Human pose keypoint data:
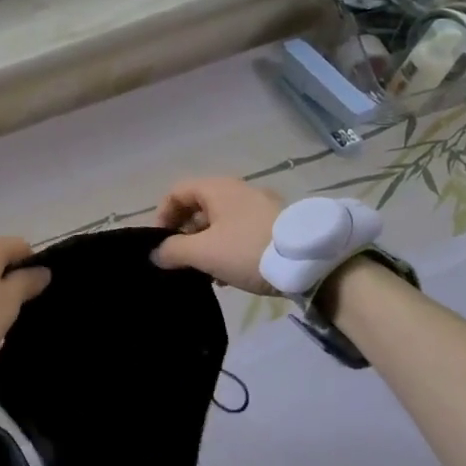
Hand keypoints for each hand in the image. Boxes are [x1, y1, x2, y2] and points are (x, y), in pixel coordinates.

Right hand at [153, 177, 283, 294]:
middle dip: (184, 234)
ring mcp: (259, 206)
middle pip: (198, 207)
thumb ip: (173, 251)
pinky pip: (240, 233)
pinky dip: (227, 249)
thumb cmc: (247, 249)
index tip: (160, 243)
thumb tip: (155, 254)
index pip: (177, 192)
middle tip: (180, 261)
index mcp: (217, 188)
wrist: (310, 262)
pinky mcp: (275, 225)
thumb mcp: (204, 252)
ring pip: (220, 223)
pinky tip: (228, 276)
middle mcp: (237, 190)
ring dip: (206, 245)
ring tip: (204, 273)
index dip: (162, 215)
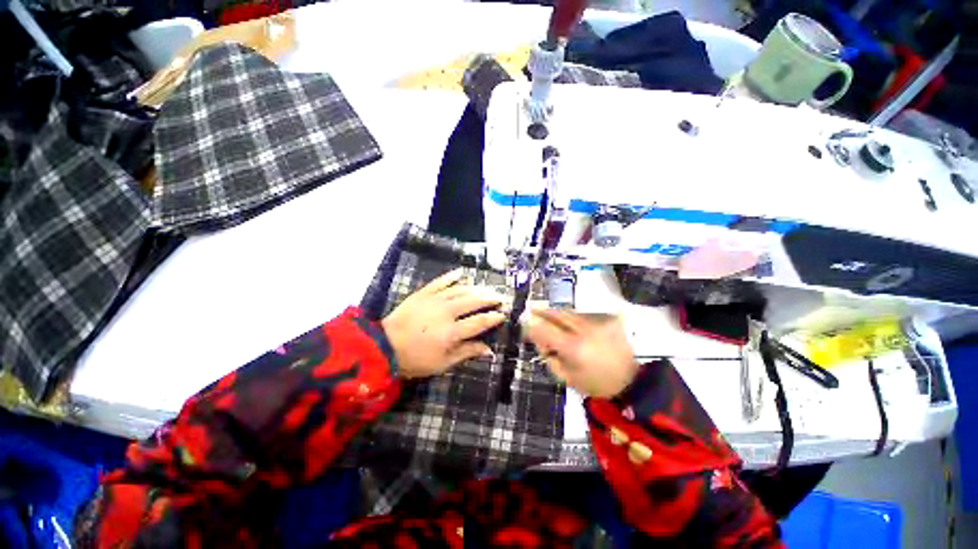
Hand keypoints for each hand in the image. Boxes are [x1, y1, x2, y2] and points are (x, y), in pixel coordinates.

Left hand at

■ What the exercise asks
Give the data above again in full and unchanged, skipping the pictures.

■ The answer
Hand keypoints for each hand in the image. Boxes are [x1, y1, x2, y2] and points are (x, y), in pixel coordinates.

Right hand at [153, 177, 283, 294]:
middle dip: (184, 234)
ring mcp: (259, 206)
middle pip: (198, 207)
thumb ip: (173, 251)
pinky pip: (240, 233)
pinky dip: (227, 249)
thumb cmc: (247, 249)
index tip: (160, 243)
thumb tip: (155, 254)
index pip: (177, 192)
middle tip: (180, 261)
index mcp: (217, 188)
wrist: (310, 262)
pinky mcp: (275, 225)
thumb mcp: (204, 252)
ring pip: (220, 223)
pinky tip: (228, 276)
middle mcp: (237, 190)
ring dip: (206, 245)
ring tip: (204, 273)
index dip: (162, 215)
Hand keypoints for each hand in the image. Boxes are [x1, y1, x2, y2] and points are (x, y), in pixel coordinates.

Left hand at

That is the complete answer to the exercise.